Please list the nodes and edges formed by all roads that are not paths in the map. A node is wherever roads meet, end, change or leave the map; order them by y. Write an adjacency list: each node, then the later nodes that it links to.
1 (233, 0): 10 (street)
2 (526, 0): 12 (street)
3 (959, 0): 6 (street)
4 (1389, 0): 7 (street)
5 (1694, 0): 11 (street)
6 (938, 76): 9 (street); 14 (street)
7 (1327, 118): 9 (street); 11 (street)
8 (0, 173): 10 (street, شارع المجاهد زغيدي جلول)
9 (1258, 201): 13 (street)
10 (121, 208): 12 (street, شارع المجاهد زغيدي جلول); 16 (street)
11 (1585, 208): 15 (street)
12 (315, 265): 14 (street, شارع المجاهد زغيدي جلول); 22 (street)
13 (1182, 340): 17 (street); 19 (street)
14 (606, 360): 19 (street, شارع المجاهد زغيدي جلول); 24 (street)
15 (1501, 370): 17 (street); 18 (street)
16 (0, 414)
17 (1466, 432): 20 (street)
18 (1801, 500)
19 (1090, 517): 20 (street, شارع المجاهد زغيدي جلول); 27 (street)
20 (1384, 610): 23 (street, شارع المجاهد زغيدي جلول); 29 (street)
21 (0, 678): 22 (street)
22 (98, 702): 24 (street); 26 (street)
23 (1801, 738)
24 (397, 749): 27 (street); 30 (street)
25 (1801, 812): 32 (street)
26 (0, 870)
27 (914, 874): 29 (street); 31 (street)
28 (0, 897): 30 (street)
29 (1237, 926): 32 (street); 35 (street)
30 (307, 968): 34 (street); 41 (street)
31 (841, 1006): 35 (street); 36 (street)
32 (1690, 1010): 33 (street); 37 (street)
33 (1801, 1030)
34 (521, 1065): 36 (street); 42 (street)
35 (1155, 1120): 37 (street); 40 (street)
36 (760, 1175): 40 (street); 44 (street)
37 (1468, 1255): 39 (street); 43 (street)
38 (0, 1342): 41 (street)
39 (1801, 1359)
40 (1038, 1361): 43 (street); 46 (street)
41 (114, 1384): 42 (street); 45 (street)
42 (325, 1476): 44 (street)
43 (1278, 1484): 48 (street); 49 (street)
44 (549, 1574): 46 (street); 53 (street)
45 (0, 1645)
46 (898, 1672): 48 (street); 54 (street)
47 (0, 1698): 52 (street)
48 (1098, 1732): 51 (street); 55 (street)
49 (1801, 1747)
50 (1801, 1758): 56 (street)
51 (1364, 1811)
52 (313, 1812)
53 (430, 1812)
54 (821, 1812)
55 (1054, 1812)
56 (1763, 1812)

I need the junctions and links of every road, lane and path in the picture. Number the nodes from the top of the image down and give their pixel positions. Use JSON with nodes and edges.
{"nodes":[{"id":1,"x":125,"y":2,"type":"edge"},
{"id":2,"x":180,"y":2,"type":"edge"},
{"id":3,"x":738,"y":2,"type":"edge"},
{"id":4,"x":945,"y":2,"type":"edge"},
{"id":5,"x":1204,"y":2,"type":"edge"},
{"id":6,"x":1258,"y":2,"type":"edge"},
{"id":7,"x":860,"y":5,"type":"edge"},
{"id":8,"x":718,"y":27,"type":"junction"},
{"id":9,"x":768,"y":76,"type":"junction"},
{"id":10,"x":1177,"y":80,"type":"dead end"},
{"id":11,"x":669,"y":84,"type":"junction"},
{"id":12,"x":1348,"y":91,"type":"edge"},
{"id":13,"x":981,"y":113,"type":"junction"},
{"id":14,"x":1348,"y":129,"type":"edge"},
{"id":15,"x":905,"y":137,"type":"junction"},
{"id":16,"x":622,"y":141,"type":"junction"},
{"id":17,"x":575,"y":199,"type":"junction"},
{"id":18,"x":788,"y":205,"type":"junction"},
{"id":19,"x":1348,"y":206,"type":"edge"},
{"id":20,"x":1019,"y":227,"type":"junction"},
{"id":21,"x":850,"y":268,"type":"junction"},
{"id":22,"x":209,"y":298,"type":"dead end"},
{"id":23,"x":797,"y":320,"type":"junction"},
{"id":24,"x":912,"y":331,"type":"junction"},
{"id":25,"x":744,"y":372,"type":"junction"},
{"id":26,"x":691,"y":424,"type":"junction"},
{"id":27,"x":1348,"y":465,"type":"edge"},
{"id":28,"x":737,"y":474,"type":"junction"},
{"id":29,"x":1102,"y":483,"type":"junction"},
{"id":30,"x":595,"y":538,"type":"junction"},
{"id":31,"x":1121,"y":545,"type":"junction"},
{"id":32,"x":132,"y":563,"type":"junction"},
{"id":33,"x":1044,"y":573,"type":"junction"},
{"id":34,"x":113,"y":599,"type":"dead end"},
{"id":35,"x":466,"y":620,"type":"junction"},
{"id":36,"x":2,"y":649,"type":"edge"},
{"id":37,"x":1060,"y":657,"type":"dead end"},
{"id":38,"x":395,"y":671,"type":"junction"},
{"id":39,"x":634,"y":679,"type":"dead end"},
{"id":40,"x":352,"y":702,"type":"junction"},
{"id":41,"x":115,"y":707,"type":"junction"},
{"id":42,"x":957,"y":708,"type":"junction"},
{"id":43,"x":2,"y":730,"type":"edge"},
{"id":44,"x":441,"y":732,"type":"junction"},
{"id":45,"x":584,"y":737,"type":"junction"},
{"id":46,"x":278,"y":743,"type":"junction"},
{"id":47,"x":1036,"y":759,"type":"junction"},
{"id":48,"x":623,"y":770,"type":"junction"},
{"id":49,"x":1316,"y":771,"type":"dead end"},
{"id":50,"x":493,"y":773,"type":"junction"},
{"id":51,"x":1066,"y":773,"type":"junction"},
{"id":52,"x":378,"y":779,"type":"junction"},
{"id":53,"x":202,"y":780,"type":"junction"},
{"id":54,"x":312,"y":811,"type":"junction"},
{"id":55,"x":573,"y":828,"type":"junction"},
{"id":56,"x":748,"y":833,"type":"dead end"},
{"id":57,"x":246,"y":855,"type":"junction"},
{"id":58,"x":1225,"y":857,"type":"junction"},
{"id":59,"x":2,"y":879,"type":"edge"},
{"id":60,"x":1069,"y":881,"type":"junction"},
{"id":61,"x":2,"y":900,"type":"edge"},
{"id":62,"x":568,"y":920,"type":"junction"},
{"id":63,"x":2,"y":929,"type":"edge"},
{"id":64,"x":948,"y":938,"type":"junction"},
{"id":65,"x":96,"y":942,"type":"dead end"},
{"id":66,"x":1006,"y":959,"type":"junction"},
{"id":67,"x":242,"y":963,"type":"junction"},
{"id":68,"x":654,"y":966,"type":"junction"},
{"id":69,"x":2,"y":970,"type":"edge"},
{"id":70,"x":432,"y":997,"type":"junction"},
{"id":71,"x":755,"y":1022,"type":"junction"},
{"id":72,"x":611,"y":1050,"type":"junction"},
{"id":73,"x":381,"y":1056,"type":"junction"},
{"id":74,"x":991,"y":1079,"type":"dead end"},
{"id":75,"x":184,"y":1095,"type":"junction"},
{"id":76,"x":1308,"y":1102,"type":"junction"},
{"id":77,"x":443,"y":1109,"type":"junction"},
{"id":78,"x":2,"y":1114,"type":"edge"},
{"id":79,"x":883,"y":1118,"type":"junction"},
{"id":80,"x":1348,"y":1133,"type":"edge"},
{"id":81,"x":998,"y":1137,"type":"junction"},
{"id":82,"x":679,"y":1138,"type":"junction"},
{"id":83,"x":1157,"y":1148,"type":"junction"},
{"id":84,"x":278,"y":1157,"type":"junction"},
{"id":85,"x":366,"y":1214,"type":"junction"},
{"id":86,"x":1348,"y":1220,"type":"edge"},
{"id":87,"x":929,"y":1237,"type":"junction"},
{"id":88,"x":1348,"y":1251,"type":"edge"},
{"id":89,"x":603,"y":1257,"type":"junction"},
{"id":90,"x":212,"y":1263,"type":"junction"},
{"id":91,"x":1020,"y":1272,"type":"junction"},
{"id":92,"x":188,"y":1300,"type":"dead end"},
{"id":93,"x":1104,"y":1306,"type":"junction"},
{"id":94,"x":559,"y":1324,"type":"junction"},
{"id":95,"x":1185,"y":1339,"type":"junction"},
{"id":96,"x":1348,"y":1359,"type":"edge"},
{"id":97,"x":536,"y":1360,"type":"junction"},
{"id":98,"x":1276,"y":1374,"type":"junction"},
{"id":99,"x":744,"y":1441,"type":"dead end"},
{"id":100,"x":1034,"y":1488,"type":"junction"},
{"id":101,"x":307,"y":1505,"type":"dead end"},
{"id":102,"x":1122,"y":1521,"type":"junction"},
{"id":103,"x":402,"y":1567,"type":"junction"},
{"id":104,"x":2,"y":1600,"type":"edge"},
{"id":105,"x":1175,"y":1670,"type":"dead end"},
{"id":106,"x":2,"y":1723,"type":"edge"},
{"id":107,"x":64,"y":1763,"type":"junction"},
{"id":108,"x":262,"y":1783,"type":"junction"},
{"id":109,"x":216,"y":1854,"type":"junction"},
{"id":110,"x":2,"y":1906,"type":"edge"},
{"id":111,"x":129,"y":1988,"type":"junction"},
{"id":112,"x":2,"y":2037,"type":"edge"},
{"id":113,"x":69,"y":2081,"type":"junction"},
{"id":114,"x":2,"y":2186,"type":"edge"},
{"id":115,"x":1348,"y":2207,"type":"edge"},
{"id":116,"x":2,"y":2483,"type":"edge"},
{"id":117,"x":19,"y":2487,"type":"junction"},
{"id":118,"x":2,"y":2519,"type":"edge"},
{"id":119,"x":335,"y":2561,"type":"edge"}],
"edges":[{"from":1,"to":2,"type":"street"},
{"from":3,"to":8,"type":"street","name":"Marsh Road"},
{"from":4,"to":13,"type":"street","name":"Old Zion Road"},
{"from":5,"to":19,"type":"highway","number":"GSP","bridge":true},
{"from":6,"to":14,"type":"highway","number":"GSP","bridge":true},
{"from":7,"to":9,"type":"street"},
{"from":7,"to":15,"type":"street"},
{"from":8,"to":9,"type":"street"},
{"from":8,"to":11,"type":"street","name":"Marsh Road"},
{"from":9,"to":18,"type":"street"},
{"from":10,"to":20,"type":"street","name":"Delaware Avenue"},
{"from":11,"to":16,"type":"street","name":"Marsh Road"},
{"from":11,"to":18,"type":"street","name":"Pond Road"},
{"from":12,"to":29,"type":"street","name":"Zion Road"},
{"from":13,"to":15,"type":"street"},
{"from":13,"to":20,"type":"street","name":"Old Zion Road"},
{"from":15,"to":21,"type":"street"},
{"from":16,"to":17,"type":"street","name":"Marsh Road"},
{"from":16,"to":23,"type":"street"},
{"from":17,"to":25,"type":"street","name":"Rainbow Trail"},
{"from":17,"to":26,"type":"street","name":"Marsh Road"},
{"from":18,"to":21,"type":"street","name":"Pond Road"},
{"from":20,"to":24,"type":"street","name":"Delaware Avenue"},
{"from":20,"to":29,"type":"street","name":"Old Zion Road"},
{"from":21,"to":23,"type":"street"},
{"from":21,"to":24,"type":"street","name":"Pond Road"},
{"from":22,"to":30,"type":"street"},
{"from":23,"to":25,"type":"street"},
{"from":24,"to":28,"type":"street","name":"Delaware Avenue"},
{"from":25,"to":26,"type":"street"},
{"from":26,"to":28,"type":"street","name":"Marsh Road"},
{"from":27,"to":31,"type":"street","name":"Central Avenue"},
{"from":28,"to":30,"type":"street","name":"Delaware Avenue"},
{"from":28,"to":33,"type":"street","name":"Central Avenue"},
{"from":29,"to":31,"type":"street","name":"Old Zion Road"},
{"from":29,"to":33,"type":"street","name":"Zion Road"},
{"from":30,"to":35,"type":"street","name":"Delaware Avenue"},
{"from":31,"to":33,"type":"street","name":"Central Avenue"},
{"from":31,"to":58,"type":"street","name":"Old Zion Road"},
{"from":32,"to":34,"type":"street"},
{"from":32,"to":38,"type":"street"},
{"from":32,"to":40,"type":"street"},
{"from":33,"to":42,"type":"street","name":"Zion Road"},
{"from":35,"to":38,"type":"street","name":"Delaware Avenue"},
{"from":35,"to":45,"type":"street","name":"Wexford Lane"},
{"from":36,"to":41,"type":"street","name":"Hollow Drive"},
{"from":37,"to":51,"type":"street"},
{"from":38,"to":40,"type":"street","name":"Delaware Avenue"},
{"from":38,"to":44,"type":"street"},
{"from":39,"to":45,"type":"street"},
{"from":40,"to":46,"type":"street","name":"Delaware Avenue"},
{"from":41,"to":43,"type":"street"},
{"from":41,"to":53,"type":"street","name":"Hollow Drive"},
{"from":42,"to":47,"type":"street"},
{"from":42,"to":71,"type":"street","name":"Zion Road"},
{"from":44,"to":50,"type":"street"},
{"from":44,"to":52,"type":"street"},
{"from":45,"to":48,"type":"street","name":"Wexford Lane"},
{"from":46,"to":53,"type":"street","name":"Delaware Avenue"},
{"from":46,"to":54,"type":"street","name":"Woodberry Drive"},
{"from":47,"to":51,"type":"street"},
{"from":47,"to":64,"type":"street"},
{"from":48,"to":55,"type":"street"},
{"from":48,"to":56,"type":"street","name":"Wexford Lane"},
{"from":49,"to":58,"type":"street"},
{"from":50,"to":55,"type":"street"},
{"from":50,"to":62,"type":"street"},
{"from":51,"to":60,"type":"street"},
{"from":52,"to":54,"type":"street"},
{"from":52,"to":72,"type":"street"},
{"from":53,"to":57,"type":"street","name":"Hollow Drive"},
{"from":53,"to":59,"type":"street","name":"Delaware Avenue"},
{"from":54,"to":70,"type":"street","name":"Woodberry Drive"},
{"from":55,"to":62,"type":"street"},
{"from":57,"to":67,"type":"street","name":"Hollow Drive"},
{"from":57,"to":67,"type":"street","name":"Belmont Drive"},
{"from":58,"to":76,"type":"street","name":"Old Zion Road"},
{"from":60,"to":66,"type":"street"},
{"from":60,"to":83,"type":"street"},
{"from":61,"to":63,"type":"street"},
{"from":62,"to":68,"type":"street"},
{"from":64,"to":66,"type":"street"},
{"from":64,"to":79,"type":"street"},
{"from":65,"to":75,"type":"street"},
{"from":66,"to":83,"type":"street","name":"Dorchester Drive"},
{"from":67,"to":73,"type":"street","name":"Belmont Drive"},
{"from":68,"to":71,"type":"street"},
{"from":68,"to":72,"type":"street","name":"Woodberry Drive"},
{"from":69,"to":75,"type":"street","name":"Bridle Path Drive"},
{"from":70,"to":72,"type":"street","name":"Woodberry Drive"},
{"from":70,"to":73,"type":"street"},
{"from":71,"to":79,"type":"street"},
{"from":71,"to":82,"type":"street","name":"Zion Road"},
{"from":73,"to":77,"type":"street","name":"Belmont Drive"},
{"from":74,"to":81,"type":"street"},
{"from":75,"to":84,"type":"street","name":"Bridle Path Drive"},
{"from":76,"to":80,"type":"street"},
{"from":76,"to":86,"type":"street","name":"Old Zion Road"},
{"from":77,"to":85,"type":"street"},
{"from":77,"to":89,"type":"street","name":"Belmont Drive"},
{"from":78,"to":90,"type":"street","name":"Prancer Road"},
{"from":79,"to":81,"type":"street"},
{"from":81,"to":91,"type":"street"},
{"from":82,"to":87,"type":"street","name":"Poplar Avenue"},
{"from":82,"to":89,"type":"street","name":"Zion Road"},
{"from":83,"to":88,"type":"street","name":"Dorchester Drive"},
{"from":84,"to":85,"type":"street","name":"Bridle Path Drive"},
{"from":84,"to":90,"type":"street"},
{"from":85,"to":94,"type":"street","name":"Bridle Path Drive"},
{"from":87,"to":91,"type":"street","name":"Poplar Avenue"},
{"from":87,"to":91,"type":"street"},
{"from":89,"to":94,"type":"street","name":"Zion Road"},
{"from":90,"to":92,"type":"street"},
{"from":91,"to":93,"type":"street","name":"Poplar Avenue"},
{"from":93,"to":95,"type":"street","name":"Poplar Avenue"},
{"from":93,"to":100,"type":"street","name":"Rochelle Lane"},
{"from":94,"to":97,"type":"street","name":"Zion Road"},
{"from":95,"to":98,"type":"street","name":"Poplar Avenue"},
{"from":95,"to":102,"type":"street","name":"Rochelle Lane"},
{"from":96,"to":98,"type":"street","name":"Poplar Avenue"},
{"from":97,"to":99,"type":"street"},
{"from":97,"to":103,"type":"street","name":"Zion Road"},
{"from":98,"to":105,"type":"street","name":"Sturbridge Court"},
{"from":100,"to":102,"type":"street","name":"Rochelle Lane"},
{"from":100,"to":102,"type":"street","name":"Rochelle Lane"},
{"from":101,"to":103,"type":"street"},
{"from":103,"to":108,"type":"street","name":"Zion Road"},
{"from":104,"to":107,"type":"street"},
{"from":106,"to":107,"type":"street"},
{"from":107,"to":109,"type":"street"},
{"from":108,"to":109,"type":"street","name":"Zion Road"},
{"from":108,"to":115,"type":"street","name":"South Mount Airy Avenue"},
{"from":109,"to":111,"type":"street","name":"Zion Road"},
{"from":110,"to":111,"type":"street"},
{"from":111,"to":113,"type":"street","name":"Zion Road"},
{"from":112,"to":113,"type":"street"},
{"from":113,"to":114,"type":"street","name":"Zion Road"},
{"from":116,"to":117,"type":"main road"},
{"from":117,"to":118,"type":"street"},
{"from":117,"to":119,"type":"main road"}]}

• _Activity_
Work through the records above. Copy every line with the string "شارع".

• _Response to the task_
8 (0, 173): 10 (street, شارع المجاهد زغيدي جلول)
10 (121, 208): 12 (street, شارع المجاهد زغيدي جلول); 16 (street)
12 (315, 265): 14 (street, شارع المجاهد زغيدي جلول); 22 (street)
14 (606, 360): 19 (street, شارع المجاهد زغيدي جلول); 24 (street)
19 (1090, 517): 20 (street, شارع المجاهد زغيدي جلول); 27 (street)
20 (1384, 610): 23 (street, شارع المجاهد زغيدي جلول); 29 (street)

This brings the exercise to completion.